*** Opening EXERCISE DATA ***

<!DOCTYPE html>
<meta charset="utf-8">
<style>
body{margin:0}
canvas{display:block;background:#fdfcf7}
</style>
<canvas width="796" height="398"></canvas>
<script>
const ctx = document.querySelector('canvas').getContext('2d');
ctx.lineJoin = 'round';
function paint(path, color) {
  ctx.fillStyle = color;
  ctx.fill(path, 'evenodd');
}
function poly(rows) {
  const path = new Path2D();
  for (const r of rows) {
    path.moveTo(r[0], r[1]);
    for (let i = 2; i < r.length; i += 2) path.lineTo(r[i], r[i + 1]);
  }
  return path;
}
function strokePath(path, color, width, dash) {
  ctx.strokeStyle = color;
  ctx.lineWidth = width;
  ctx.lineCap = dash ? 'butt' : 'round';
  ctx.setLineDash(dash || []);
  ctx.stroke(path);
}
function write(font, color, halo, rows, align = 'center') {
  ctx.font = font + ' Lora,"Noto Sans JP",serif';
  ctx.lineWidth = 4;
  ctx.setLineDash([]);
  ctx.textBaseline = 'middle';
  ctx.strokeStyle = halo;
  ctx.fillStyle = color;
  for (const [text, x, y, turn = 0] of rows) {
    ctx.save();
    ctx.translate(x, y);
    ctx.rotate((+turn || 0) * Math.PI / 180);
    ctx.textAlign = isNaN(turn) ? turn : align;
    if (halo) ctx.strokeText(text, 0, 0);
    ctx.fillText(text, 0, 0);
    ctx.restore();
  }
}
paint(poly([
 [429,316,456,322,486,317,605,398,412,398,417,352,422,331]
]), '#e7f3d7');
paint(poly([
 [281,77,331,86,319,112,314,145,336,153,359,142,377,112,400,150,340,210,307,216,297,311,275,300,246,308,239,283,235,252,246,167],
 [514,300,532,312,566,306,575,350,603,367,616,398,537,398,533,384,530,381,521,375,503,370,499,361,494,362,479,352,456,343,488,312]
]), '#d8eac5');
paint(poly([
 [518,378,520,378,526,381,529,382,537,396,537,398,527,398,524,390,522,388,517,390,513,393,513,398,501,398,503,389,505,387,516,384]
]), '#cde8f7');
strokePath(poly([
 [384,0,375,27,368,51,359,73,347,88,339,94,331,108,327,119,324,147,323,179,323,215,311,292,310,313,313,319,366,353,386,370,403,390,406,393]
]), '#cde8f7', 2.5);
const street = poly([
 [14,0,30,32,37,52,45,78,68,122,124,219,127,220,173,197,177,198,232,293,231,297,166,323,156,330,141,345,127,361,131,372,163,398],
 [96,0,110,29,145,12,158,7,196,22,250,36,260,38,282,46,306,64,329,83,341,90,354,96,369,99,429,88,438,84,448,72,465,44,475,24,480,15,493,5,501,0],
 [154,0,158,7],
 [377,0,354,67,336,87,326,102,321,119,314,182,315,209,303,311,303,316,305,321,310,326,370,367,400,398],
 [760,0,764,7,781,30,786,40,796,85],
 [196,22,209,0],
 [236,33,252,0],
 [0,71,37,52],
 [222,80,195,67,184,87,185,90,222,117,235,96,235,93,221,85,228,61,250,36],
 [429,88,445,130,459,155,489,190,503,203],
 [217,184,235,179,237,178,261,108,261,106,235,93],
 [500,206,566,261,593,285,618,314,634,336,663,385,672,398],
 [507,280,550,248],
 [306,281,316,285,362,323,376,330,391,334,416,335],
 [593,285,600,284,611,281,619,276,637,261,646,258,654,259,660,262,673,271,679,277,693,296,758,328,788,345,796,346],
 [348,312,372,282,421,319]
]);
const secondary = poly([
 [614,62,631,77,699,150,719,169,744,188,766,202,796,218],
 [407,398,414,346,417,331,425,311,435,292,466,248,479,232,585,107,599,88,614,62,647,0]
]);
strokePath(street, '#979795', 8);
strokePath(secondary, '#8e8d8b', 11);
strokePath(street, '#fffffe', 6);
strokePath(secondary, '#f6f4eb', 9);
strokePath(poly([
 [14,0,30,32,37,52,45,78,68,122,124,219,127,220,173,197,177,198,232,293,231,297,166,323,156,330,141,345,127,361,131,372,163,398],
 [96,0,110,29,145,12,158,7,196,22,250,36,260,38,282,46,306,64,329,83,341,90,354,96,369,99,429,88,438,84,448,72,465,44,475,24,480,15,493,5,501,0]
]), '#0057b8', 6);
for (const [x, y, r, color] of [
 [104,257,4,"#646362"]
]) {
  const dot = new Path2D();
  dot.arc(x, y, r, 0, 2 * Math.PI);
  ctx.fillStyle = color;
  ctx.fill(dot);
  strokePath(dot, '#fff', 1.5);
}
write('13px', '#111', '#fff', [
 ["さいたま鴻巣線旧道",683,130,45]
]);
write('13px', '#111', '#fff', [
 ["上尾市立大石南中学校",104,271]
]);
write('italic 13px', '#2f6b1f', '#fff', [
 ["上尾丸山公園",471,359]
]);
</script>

*** Closing EXERCISE DATA ***

**ASSIGNMENT**
In the listing above, find the line containing "ctx.font = font" and the line containing "ctx.translate(x, y);". Output them and every line between, exactly, and nothing else.

**OUTPUT BELOW**
  ctx.font = font + ' Lora,"Noto Sans JP",serif';
  ctx.lineWidth = 4;
  ctx.setLineDash([]);
  ctx.textBaseline = 'middle';
  ctx.strokeStyle = halo;
  ctx.fillStyle = color;
  for (const [text, x, y, turn = 0] of rows) {
    ctx.save();
    ctx.translate(x, y);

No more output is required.